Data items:
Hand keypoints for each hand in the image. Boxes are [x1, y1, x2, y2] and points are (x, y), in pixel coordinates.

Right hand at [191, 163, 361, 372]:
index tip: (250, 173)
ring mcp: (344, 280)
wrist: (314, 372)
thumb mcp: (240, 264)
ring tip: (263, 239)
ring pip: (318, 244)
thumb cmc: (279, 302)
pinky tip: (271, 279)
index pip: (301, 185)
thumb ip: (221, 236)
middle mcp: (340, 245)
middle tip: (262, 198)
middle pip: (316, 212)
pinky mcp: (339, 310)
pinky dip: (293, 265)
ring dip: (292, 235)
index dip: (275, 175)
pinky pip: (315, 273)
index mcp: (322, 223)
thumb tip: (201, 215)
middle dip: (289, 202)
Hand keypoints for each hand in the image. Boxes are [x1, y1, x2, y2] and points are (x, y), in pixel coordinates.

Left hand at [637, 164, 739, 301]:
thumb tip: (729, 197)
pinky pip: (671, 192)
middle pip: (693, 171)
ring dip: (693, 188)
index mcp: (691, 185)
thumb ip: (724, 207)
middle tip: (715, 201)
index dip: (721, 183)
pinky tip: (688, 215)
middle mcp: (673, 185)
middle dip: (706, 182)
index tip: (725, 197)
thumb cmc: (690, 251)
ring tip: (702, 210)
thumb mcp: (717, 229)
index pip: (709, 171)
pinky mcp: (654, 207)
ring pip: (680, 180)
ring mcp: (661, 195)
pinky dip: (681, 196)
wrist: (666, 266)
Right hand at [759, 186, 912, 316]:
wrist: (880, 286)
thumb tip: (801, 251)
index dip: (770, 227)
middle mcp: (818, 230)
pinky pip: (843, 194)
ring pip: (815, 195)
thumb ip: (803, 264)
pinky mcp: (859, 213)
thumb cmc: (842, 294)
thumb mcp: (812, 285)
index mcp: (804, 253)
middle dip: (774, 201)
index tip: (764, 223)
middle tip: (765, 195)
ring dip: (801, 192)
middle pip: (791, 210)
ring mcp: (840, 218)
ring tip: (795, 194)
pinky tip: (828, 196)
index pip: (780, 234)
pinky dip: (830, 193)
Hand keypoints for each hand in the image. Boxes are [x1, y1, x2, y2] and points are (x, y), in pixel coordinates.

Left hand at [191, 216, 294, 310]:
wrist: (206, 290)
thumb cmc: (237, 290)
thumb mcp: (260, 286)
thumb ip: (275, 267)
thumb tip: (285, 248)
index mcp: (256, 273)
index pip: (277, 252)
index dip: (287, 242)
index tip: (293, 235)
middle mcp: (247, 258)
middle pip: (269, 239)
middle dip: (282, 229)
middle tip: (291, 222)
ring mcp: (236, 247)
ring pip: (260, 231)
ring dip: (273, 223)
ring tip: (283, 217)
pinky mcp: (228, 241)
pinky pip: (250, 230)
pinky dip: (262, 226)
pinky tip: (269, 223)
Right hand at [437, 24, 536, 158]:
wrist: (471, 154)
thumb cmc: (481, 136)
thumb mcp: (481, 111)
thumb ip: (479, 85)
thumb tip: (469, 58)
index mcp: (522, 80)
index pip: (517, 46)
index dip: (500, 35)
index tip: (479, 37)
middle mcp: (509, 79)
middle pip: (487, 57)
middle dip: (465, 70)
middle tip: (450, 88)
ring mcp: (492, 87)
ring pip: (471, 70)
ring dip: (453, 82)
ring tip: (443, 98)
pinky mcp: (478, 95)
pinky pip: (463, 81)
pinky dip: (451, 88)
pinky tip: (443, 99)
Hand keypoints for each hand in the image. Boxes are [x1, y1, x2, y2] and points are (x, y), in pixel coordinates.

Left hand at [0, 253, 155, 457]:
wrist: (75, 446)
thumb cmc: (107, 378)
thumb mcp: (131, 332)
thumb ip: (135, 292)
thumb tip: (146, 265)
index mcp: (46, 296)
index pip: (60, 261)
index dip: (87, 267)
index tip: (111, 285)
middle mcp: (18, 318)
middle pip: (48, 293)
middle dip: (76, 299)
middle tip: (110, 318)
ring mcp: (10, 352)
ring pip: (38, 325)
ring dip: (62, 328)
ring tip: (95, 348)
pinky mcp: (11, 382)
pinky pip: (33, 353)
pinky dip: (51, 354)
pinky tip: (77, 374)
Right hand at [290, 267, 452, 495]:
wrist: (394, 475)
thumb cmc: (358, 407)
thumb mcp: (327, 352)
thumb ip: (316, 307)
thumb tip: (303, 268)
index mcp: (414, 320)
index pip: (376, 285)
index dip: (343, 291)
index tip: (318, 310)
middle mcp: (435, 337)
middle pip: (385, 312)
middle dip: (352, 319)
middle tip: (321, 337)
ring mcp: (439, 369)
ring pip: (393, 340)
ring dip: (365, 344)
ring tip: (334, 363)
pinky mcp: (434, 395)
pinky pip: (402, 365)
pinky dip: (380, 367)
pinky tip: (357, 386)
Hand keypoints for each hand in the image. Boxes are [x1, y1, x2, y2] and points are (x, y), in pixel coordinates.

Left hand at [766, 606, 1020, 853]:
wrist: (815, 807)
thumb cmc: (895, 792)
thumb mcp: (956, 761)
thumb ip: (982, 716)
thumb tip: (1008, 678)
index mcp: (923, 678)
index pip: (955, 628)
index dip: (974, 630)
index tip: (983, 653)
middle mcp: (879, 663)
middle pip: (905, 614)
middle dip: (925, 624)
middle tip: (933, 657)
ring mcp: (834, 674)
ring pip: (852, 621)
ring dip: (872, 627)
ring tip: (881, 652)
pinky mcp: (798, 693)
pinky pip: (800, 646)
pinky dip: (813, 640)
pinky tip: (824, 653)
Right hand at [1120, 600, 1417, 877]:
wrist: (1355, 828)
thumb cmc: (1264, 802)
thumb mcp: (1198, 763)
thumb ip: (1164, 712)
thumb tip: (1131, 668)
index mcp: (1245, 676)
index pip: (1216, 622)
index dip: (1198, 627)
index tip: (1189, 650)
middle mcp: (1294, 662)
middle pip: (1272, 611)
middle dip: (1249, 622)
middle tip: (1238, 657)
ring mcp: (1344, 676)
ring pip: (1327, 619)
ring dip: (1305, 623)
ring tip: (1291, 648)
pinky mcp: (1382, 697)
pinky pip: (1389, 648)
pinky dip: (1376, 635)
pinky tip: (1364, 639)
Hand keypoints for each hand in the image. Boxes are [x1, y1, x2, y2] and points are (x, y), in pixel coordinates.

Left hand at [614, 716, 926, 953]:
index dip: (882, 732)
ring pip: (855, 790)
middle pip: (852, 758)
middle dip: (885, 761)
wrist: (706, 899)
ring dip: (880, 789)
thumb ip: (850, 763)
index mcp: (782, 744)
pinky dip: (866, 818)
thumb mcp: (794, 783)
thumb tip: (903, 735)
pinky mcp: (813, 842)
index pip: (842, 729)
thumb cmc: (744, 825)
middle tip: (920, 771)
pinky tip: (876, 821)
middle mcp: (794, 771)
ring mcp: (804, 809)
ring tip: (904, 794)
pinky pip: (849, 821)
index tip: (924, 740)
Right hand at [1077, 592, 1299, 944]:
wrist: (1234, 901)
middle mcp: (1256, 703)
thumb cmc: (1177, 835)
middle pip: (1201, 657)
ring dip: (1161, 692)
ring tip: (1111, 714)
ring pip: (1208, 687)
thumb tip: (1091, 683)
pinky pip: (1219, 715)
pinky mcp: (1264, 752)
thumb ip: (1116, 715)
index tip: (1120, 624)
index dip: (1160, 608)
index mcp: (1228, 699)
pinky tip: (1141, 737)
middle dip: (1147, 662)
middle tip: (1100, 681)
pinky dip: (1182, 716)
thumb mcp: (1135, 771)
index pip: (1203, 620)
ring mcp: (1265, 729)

▸ **TASK DESCRIPTION**
Every record above is to be transcribed exactly.

▸ **SOLUTION TO THIS PROBLEM**
Hand keypoints for each hand in the image. Boxes are [x1, y1, x2, y2] and points are (x, y), in pixel coordinates.

Right hand at [191, 163, 361, 372]:
index tip: (250, 173)
ring mcp: (344, 280)
wrist: (314, 372)
thumb mcp: (240, 264)
ring tip: (263, 239)
ring pip: (318, 244)
thumb cmc: (279, 302)
pinky tip: (271, 279)
index pip: (301, 185)
thumb ip: (221, 236)
middle mcp: (340, 245)
middle tip: (262, 198)
middle pip: (316, 212)
pinky mcp: (339, 310)
pinky dip: (293, 265)
ring dip: (292, 235)
index dip: (275, 175)
pinky pip: (315, 273)
index mcp: (322, 223)
thumb tip: (201, 215)
middle dip: (289, 202)
Hand keypoints for each hand in the image. Boxes are [x1, y1, x2, y2] and points are (x, y), in pixel coordinates.

Left hand at [637, 164, 739, 301]:
thumb tip: (729, 197)
pinky pip: (671, 192)
middle pip: (693, 171)
ring dip: (693, 188)
index mcp: (691, 185)
thumb ip: (724, 207)
middle tip: (715, 201)
index dip: (721, 183)
pinky tip: (688, 215)
middle mcp: (673, 185)
middle dip: (706, 182)
index tip: (725, 197)
thumb cmc: (690, 251)
ring tip: (702, 210)
thumb mcp: (717, 229)
index pip: (709, 171)
pinky mcp: (654, 207)
ring pip: (680, 180)
ring mcp: (661, 195)
pinky dip: (681, 196)
wrist: (666, 266)
Right hand at [759, 186, 912, 316]:
wrist: (880, 286)
thumb tip: (801, 251)
index dip: (770, 227)
middle mcp: (818, 230)
pinky pip: (843, 194)
ring pip: (815, 195)
thumb ip: (803, 264)
pinky mcp: (859, 213)
thumb cmc: (842, 294)
thumb mcp: (812, 285)
index mcp: (804, 253)
middle dip: (774, 201)
index tip: (764, 223)
middle tip: (765, 195)
ring dip: (801, 192)
middle pip: (791, 210)
ring mcp: (840, 218)
ring tip: (795, 194)
pinky tip: (828, 196)
index pip: (780, 234)
pinky dip: (830, 193)
Hand keypoints for each hand in the image. Boxes are [x1, y1, x2, y2] and points are (x, y), in pixel coordinates.

Left hand at [191, 216, 294, 310]:
wrist: (206, 290)
thumb cmc: (237, 290)
thumb mcp: (260, 286)
thumb ip: (275, 267)
thumb tip: (285, 248)
index mcp: (256, 273)
index pip: (277, 252)
index dip: (287, 242)
index tip: (293, 235)
middle mcp: (247, 258)
middle pip: (269, 239)
middle dip: (282, 229)
middle tip: (291, 222)
ring mcp: (236, 247)
ring pip: (260, 231)
ring dip: (273, 223)
ring tip: (283, 217)
pinky mcp: (228, 241)
pinky pip: (250, 230)
pinky dip: (262, 226)
pinky tip: (269, 223)
Right hand at [437, 24, 536, 158]:
wrist: (471, 154)
thumb cmc: (481, 136)
thumb mcp: (481, 111)
thumb ip: (479, 85)
thumb tip: (469, 58)
index mcp: (522, 80)
index pip: (517, 46)
index dip: (500, 35)
index tip: (479, 37)
middle mcp: (509, 79)
middle pip: (487, 57)
middle dip: (465, 70)
middle tip: (450, 88)
ring mcp: (492, 87)
ring pip: (471, 70)
ring dip: (453, 82)
ring tip: (443, 98)
pinky mcp: (478, 95)
pinky pip: (463, 81)
pinky dip: (451, 88)
pinky tip: (443, 99)
Hand keypoints for each hand in the image. Boxes are [x1, y1, x2, y2] and points are (x, y), in pixel coordinates.

Left hand at [0, 253, 155, 457]:
wrist: (75, 446)
thumb cmc: (107, 378)
thumb mcp: (131, 332)
thumb ip: (135, 292)
thumb tip: (146, 265)
index mcp: (46, 296)
index pip: (60, 261)
index dip: (87, 267)
index tip: (111, 285)
middle mcp: (18, 318)
middle pip: (48, 293)
middle dip: (76, 299)
middle tip: (110, 318)
ring mcp: (10, 352)
ring pip: (38, 325)
ring dip: (62, 328)
ring tip: (95, 348)
pinky mcp: (11, 382)
pinky pip: (33, 353)
pinky dip: (51, 354)
pinky tip: (77, 374)
Right hand at [290, 267, 452, 495]:
wrist: (394, 475)
thumb cmc: (358, 407)
thumb mcp: (327, 352)
thumb ip: (316, 307)
thumb tip: (303, 268)
index mcp: (414, 320)
index pip: (376, 285)
index dip: (343, 291)
index tip: (318, 310)
middle mcp: (435, 337)
middle pip: (385, 312)
middle dip: (352, 319)
middle tip: (321, 337)
ring mcp: (439, 369)
ring pip: (393, 340)
ring dip: (365, 344)
ring tip: (334, 363)
pinky mcp: (434, 395)
pinky pip: (402, 365)
pinky dip: (380, 367)
pinky tip: (357, 386)
Hand keypoints for each hand in the image. Boxes are [x1, y1, x2, y2] and points are (x, y), in pixel coordinates.

Left hand at [766, 606, 1020, 853]:
wrist: (815, 807)
thumb cmc: (895, 792)
thumb mcp: (956, 761)
thumb ip: (982, 716)
thumb tip: (1008, 678)
index mcp: (923, 678)
index pip: (955, 628)
index dip: (974, 630)
index tip: (983, 653)
middle mcp: (879, 663)
middle pip: (905, 614)
middle dip: (925, 624)
middle tip: (933, 657)
ring mcp: (834, 674)
ring pip: (852, 621)
ring dip: (872, 627)
ring tip: (881, 652)
pinky mcp: (798, 693)
pinky pip: (800, 646)
pinky dip: (813, 640)
pinky tip: (824, 653)
Right hand at [1120, 600, 1417, 877]:
wrist: (1355, 828)
thumb cmc: (1264, 802)
thumb mcp: (1198, 763)
thumb ip: (1164, 712)
thumb tip: (1131, 668)
index mcp: (1245, 676)
index pip: (1216, 622)
index dip: (1198, 627)
index tip: (1189, 650)
middle mcp: (1294, 662)
middle pip: (1272, 611)
middle dip: (1249, 622)
middle tip: (1238, 657)
ring mcp: (1344, 676)
ring pip: (1327, 619)
ring dip: (1305, 623)
ring tip: (1291, 648)
pinky mcp: (1382, 697)
pinky pip: (1389, 648)
pinky dip: (1376, 635)
pinky tip: (1364, 639)
Hand keypoints for each hand in the image. Boxes are [x1, y1, x2, y2] and points are (x, y), in pixel coordinates.

Left hand at [614, 716, 926, 953]:
index dip: (882, 732)
ring pip: (855, 790)
middle pip: (852, 758)
middle dip: (885, 761)
wrist: (706, 899)
ring dip: (880, 789)
thumb ip: (850, 763)
index mcp: (782, 744)
pinky dip: (866, 818)
thumb mcp: (794, 783)
thumb tip: (903, 735)
pinky mcp: (813, 842)
index pip: (842, 729)
thumb cmc: (744, 825)
middle tip: (920, 771)
pinky tip: (876, 821)
middle mcp: (794, 771)
ring mcp: (804, 809)
ring tip: (904, 794)
pinky pip: (849, 821)
index tip: (924, 740)
Right hand at [1077, 592, 1299, 944]:
wrist: (1234, 901)
middle mcp: (1256, 703)
thumb cmc: (1177, 835)
middle pip: (1201, 657)
ring dip: (1161, 692)
ring tip: (1111, 714)
ring pip: (1208, 687)
thumb tip: (1091, 683)
pinky pip: (1219, 715)
pinky mcp: (1264, 752)
thumb ip: (1116, 715)
index tip: (1120, 624)
index dip: (1160, 608)
index mcp: (1228, 699)
pinky tip: (1141, 737)
middle dip: (1147, 662)
middle tip: (1100, 681)
pinky dip: (1182, 716)
thumb mcp: (1135, 771)
index pip: (1203, 620)
ring mcp: (1265, 729)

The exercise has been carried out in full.